■ **Your instructions**:
Output the entries that follow, word for word.

Entries provided Start Marker

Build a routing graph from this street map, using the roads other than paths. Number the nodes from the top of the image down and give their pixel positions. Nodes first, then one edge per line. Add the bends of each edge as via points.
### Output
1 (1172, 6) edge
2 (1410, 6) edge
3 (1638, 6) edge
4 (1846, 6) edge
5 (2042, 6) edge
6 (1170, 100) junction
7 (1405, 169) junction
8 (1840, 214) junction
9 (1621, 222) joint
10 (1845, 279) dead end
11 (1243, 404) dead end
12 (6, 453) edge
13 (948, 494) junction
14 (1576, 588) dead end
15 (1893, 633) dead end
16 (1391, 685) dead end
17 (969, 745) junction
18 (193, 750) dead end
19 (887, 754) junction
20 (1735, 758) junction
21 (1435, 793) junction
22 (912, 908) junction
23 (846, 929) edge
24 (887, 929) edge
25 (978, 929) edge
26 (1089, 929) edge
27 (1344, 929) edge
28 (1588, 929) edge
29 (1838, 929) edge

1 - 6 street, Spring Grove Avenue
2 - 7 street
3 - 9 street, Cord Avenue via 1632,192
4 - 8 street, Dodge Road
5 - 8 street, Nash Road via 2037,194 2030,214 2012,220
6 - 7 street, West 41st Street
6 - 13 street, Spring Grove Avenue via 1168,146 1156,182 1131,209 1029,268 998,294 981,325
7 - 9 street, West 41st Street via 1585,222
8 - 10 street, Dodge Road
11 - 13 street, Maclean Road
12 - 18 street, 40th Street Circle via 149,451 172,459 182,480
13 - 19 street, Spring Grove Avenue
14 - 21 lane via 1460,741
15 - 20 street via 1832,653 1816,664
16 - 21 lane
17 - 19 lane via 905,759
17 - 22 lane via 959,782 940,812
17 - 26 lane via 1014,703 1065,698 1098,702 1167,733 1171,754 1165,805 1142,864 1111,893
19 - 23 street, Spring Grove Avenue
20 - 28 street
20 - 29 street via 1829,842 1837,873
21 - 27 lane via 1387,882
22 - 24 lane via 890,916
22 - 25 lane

Entries provided End Marker

■ **Expected output**:
Build a routing graph from this street map, using the roads other than paths. Number the nodes from the top of the image down and give their pixel positions. Nodes first, then one edge per line. Add the bends of each edge as via points.
### Output
1 (1172, 6) edge
2 (1410, 6) edge
3 (1638, 6) edge
4 (1846, 6) edge
5 (2042, 6) edge
6 (1170, 100) junction
7 (1405, 169) junction
8 (1840, 214) junction
9 (1621, 222) joint
10 (1845, 279) dead end
11 (1243, 404) dead end
12 (6, 453) edge
13 (948, 494) junction
14 (1576, 588) dead end
15 (1893, 633) dead end
16 (1391, 685) dead end
17 (969, 745) junction
18 (193, 750) dead end
19 (887, 754) junction
20 (1735, 758) junction
21 (1435, 793) junction
22 (912, 908) junction
23 (846, 929) edge
24 (887, 929) edge
25 (978, 929) edge
26 (1089, 929) edge
27 (1344, 929) edge
28 (1588, 929) edge
29 (1838, 929) edge

1 - 6 street, Spring Grove Avenue
2 - 7 street
3 - 9 street, Cord Avenue via 1632,192
4 - 8 street, Dodge Road
5 - 8 street, Nash Road via 2037,194 2030,214 2012,220
6 - 7 street, West 41st Street
6 - 13 street, Spring Grove Avenue via 1168,146 1156,182 1131,209 1029,268 998,294 981,325
7 - 9 street, West 41st Street via 1585,222
8 - 10 street, Dodge Road
11 - 13 street, Maclean Road
12 - 18 street, 40th Street Circle via 149,451 172,459 182,480
13 - 19 street, Spring Grove Avenue
14 - 21 lane via 1460,741
15 - 20 street via 1832,653 1816,664
16 - 21 lane
17 - 19 lane via 905,759
17 - 22 lane via 959,782 940,812
17 - 26 lane via 1014,703 1065,698 1098,702 1167,733 1171,754 1165,805 1142,864 1111,893
19 - 23 street, Spring Grove Avenue
20 - 28 street
20 - 29 street via 1829,842 1837,873
21 - 27 lane via 1387,882
22 - 24 lane via 890,916
22 - 25 lane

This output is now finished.